Articles | Volume 72, issue 2
https://doi.org/10.5194/gh-72-217-2017
https://doi.org/10.5194/gh-72-217-2017
Standard article
 | 
16 May 2017
Standard article |  | 16 May 2017

Unaccompanied minor asylum seekers – processes of subject formation and feelings of belonging in the context of educational experiences in Switzerland

Barbara Bitzi and Sara Landolt

Abstract. This article addresses unaccompanied minor asylum seekers' (UAMs) educational experiences in Switzerland. Drawing on ethnographic research we explore what it means for UAMs to get an education and how having access or not having access to particular forms and spaces of education plays a part in the process of their subject formations. We get insights into such processes in diverse spaces of education and in phases of transition between them. We point out how educational arrangements can produce feelings of belonging and non-belonging and highlight that these feelings are entangled with life experiences and the responsibilities of UAMs in their daily lives in Switzerland.

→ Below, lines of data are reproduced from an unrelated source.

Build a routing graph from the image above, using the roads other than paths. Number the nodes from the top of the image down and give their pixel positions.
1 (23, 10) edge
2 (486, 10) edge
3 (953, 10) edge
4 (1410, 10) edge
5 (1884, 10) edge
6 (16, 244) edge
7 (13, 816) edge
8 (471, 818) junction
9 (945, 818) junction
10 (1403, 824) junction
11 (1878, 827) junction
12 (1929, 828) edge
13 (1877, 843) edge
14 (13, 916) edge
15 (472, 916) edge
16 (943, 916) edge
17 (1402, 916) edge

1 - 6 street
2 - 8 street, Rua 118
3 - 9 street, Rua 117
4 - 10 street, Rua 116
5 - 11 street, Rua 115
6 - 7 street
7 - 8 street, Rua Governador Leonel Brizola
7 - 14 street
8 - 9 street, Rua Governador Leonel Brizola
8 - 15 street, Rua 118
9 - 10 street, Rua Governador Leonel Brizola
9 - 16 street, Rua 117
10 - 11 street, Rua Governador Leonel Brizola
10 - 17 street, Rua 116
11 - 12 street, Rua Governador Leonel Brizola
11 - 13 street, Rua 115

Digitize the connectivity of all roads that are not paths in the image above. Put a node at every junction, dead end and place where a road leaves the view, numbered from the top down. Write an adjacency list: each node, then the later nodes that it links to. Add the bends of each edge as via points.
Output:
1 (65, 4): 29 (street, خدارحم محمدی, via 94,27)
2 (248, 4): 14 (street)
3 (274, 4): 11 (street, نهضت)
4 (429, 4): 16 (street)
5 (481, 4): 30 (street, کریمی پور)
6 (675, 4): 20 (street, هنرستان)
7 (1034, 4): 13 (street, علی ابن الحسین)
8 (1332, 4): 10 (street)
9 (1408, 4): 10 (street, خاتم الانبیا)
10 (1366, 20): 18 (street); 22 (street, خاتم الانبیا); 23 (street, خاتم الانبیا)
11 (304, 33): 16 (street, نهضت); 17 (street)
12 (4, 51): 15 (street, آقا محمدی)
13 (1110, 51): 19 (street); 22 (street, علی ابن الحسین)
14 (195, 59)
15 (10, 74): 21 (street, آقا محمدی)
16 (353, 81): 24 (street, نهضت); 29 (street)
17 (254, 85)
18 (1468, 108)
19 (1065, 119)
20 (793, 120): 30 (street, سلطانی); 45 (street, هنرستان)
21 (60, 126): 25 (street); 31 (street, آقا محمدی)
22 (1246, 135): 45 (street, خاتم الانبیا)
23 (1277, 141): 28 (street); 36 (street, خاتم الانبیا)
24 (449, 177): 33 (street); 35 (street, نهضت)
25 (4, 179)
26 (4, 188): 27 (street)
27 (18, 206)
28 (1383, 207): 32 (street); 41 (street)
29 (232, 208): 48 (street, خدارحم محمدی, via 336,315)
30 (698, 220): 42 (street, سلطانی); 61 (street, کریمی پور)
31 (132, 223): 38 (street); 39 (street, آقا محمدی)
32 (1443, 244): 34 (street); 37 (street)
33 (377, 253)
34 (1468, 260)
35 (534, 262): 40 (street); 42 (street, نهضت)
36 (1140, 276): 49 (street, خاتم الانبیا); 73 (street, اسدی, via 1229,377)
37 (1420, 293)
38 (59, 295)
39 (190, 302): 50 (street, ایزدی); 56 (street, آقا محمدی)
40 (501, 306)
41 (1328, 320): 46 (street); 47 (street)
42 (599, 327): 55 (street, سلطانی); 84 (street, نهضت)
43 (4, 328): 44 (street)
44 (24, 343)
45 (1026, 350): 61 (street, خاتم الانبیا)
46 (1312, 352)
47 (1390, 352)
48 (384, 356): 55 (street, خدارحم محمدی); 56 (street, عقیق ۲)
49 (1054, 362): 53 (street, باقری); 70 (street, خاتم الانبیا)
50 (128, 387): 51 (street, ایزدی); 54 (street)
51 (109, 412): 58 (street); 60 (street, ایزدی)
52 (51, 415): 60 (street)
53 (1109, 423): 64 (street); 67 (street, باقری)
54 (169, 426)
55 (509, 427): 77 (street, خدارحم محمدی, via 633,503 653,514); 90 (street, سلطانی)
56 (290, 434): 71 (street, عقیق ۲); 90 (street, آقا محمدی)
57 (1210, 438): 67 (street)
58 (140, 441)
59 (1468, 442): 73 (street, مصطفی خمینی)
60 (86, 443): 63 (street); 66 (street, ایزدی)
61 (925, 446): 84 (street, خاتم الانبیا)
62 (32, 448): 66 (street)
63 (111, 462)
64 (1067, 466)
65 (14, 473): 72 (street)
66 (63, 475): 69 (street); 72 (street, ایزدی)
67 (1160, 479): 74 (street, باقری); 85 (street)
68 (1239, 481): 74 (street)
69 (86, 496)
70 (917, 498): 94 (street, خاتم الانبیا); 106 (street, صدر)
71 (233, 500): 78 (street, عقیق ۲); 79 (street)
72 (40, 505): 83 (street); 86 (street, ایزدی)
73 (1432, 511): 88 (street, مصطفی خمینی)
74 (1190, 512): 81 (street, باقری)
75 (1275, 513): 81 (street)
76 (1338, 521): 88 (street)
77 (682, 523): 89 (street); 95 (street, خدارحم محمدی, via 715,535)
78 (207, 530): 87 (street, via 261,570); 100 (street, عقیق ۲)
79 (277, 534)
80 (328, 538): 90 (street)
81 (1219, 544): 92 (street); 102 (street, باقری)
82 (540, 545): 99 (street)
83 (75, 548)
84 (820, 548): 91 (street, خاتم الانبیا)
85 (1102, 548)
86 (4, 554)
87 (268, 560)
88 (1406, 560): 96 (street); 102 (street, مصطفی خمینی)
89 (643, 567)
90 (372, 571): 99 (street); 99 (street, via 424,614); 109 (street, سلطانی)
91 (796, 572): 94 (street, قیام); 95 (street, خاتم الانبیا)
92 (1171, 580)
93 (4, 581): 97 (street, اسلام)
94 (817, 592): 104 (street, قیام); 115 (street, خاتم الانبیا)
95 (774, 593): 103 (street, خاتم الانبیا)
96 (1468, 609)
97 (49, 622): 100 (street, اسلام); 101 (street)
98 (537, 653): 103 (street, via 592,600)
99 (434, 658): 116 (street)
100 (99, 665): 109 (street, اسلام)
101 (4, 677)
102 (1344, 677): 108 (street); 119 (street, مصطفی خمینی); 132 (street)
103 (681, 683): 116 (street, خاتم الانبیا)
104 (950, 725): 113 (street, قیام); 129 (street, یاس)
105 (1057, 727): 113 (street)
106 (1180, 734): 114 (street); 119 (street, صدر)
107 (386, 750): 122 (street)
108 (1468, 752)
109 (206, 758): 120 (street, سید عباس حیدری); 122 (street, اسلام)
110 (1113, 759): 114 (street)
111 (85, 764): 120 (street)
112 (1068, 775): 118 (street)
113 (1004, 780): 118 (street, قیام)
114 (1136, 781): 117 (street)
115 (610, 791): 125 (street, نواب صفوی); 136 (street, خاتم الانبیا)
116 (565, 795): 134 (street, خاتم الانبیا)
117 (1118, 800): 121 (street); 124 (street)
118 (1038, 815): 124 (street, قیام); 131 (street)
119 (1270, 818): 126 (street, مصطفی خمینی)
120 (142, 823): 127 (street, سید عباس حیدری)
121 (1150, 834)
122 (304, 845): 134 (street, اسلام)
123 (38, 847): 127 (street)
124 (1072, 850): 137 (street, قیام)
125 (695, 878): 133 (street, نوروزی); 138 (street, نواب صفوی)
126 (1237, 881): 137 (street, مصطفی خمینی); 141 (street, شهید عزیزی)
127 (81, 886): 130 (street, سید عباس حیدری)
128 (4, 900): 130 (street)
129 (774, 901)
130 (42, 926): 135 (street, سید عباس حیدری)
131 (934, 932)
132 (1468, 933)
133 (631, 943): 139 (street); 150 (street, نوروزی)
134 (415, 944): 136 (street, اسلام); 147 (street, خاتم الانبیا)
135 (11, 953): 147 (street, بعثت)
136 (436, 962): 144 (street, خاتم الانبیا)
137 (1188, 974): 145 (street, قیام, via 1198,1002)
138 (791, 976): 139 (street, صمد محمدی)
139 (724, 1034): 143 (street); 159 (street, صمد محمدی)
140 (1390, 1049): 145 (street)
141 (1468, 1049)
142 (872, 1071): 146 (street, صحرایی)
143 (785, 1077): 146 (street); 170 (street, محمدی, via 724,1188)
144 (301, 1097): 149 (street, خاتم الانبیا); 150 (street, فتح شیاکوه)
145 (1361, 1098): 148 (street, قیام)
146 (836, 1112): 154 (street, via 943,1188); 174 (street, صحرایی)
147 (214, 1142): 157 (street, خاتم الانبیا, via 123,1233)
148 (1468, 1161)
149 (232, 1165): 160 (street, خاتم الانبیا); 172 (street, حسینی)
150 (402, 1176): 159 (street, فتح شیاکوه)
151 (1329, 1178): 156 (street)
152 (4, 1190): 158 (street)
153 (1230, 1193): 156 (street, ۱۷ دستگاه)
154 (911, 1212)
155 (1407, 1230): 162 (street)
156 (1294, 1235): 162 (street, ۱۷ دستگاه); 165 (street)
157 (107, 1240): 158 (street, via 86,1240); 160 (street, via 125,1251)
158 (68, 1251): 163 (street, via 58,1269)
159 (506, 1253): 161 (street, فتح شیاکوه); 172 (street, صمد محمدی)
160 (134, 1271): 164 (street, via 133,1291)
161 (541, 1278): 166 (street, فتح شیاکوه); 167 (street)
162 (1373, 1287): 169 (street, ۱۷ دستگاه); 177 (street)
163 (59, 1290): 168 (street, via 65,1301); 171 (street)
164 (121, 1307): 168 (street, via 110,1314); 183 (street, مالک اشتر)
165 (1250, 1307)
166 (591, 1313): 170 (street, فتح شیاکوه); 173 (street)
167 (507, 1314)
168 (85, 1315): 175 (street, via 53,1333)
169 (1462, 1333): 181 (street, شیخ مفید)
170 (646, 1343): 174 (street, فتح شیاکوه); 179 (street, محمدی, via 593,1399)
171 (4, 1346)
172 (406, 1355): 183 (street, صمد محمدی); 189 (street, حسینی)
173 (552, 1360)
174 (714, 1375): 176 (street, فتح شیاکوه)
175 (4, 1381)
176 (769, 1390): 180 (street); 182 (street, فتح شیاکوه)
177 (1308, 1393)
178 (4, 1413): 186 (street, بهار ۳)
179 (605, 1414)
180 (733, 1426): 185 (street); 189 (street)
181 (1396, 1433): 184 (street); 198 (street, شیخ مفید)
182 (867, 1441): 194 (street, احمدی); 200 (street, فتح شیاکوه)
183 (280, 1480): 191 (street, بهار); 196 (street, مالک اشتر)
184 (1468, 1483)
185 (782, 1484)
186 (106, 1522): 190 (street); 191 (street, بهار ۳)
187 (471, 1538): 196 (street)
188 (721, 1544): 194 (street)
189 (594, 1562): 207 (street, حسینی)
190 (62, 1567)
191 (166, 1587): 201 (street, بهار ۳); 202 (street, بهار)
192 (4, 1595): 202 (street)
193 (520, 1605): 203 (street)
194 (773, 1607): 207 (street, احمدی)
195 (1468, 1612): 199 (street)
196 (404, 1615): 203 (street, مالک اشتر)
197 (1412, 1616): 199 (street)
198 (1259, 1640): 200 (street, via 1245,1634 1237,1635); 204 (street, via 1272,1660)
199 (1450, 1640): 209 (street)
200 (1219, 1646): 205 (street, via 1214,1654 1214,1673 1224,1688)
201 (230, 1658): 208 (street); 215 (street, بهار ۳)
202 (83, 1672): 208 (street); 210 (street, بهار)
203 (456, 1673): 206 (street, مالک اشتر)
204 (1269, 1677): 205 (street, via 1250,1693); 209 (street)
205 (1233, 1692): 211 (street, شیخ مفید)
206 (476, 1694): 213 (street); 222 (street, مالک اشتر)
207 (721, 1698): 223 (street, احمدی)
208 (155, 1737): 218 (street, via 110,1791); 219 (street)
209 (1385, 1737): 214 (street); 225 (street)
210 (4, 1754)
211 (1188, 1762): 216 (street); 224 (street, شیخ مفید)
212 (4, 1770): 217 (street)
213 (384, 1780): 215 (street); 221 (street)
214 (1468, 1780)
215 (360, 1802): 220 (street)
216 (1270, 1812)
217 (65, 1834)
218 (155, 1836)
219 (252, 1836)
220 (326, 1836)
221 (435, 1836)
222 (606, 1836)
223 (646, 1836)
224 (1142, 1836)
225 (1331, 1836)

We argue that although at first glance the category unaccompanied minor asylum seeker seems to dominate and determine the formation of a possible educational subject and feelings of belonging for UAMs, the subject formation and feelings of belonging in the highly regulated field of UAMs' education are far more complex and fluid. To capture this complexity, we draw on geographies of education and understand spaces of education as connected to other spaces as UAMs' learning and educational processes are entangled with the demands of their everyday lives.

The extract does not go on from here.